An ARP message is the mechanism that IP devices on an Ethernet network use to connect an IP address and a physical (MAC) address. Every computer in the world has at least one physical address, that we call a MAC.
The MAC address is a number burned into your network card’s ROM which uniquely identifies that network interface. (This has nothing to do with Apple computers. Please don’t ever call an Apple Mac a “MAC”, or a network engineer loses his wings.)
Whenever a computer requests a connection to an IP address, say your shared IP of 10.23.23.27, your computer sends an ARP request. The computer that owns 10.23.23.27 responds with an ARP response. This response includes the IP address and the MAC address of the network port.
The trick here is to bounce the network connection back and forth between cluster nodes… one way to do this is to send out different ARP requests when a new client sends a request. So client F gets server A’s MAC address and client G gets server B’s MAC address.
Or the servers can set one of their ports to the same MAC address. In that case, the servers just ignore messages meant for the other server. This requires that the network switch be explicitly configured to allow this… which means you need more expensive, managed switches, but that’s another conversation.
And this leads us to the private network ports - the ones on the 10.23.24 subnet.
These ports are used as a sort of back channel, to let the servers talk to each other and decide which sever responds to incoming requests.
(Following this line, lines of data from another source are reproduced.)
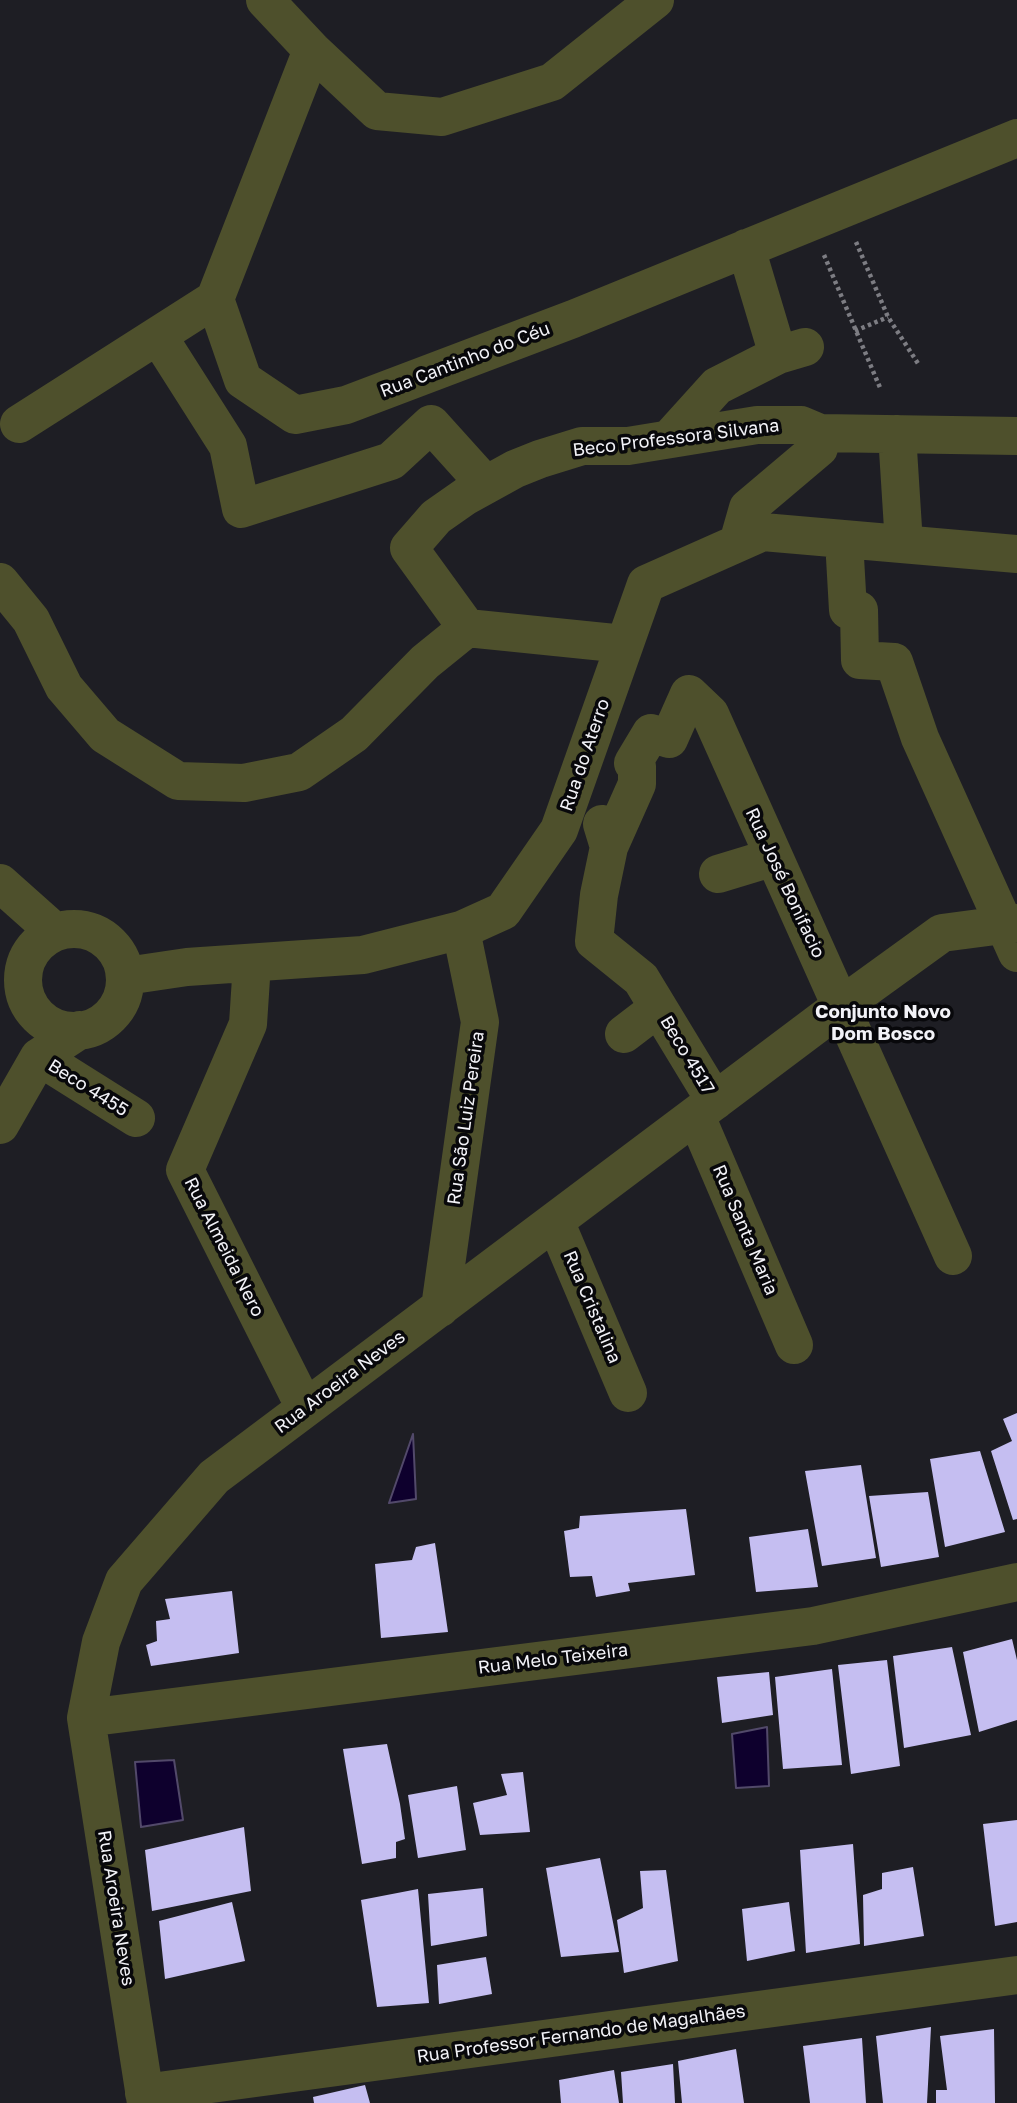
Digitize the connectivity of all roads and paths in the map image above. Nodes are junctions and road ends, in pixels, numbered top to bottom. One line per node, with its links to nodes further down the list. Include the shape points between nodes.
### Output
1 (265, 0): 3 (street)
2 (655, 0): 3 (street, via 552,82 442,117 377,111)
3 (312, 50): 7 (street)
4 (1017, 138): 5 (street, Rua Cantinho do Céu)
5 (826, 215): 6 (street, Rua Cantinho do Céu); 8 (path); 9 (path)
6 (746, 248): 7 (street, Rua Cantinho do Céu, via 346,405 295,415 243,380); 17 (street, via 791,351 717,386)
7 (215, 299): 10 (street)
8 (888, 317): 9 (path); 11 (path)
9 (855, 331): 12 (path)
10 (158, 336): 13 (street); 18 (street, via 228,446 241,509 391,461 431,424)
11 (919, 365)
12 (881, 390)
13 (19, 424)
14 (820, 433): 15 (street, Beco Professora Silvana); 17 (street, Beco Professora Silvana, via 801,425 757,425); 20 (street, via 819,447 748,508)
15 (897, 434): 16 (street, Beco Professora Silvana); 21 (street)
16 (1017, 436)
17 (670, 438): 18 (street, Beco Professora Silvana, via 628,446 582,446 527,464)
18 (486, 485): 24 (street, Beco Professora Silvana, via 436,517 409,548)
19 (844, 540): 20 (street, Rua do Aterro, via 763,533); 21 (street, Rua do Aterro); 33 (street, via 848,610 859,610 860,660 894,662 920,738)
20 (738, 544): 25 (street, Rua do Aterro, via 646,584)
21 (904, 544): 22 (street, Rua do Aterro)
22 (1017, 554)
23 (0, 582): 24 (street, via 31,620 64,687 105,735 178,781 244,783 299,772 354,734 425,662)
24 (467, 628): 25 (street)
25 (624, 644): 26 (street, Rua do Aterro)
26 (582, 763): 27 (street, Beco 4517); 32 (street, Rua do Aterro, via 559,830 503,911)
27 (609, 846): 28 (street, Rua José Bonifacio, via 637,784 633,763 651,733 669,739 689,694 710,714); 38 (street, Beco 4517, via 594,941 641,979)
28 (774, 858): 29 (street); 37 (street, Rua José Bonifacio)
29 (718, 874)
30 (0, 883): 34 (street)
31 (0, 890): 34 (street)
32 (461, 930): 35 (street, Rua do Aterro, via 363,955); 48 (street, Rua São Luiz Pereira, via 480,1022)
33 (1013, 934): 37 (street, Rua Aroeira Neves, via 942,933)
34 (47, 937): 36 (street, via 74,928 93,932 121,957); 39 (street, via 28,958 23,976 25,995)
35 (252, 962): 36 (street, Rua do Aterro); 51 (street, Rua Almeida Nero, via 248,1024 185,1170)
36 (126, 976): 40 (street, via 118,1006 108,1018)
37 (841, 1006): 44 (street, Rua Aroeira Neves); 47 (street, Rua José Bonifacio)
38 (658, 1008): 41 (street, Beco 4517); 44 (street, Beco 4517)
39 (34, 1011): 40 (street, via 63,1030); 42 (street)
40 (80, 1030): 42 (street)
41 (624, 1034)
42 (39, 1057): 43 (street); 45 (street, Beco 4455)
43 (5, 1103)
44 (705, 1109): 46 (street, Rua Aroeira Neves); 49 (street, Rua Santa Maria)
45 (136, 1118)
46 (555, 1221): 48 (street, Rua Aroeira Neves); 50 (street, Rua Cristalina)
47 (953, 1256)
48 (440, 1308): 51 (street, Rua Aroeira Neves)
49 (794, 1345)
50 (628, 1393)
51 (305, 1408): 53 (street, Rua Aroeira Neves, via 214,1477 124,1581 101,1642)
52 (1017, 1582): 53 (street, Rua Melo Teixeira, via 813,1626)
53 (86, 1718): 55 (street, Rua Aroeira Neves)
54 (1017, 1975): 55 (street, Rua Professor Fernando de Magalhães)
55 (145, 2098)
This is how the servers know to respond to specific requests - they’re constantly talking in the background and coordinating which server responds to which clients.
And this is all transparent to the clients, because the servers manipulate the TCP/IP address resolution systems (ARP, MAC, and DNS) to make things work. It’s pretty smart, although it’s also frustrating when things break or when servers don’t respond properly due to network switches or routers not passing packets.
That’s just kind of a general overview of how the concept works; the specifics may be different with different clustering systems. And it’s going to be very different if you have an appliance involved or if you use things like round robin DNS or other outside tools to handle load balancing.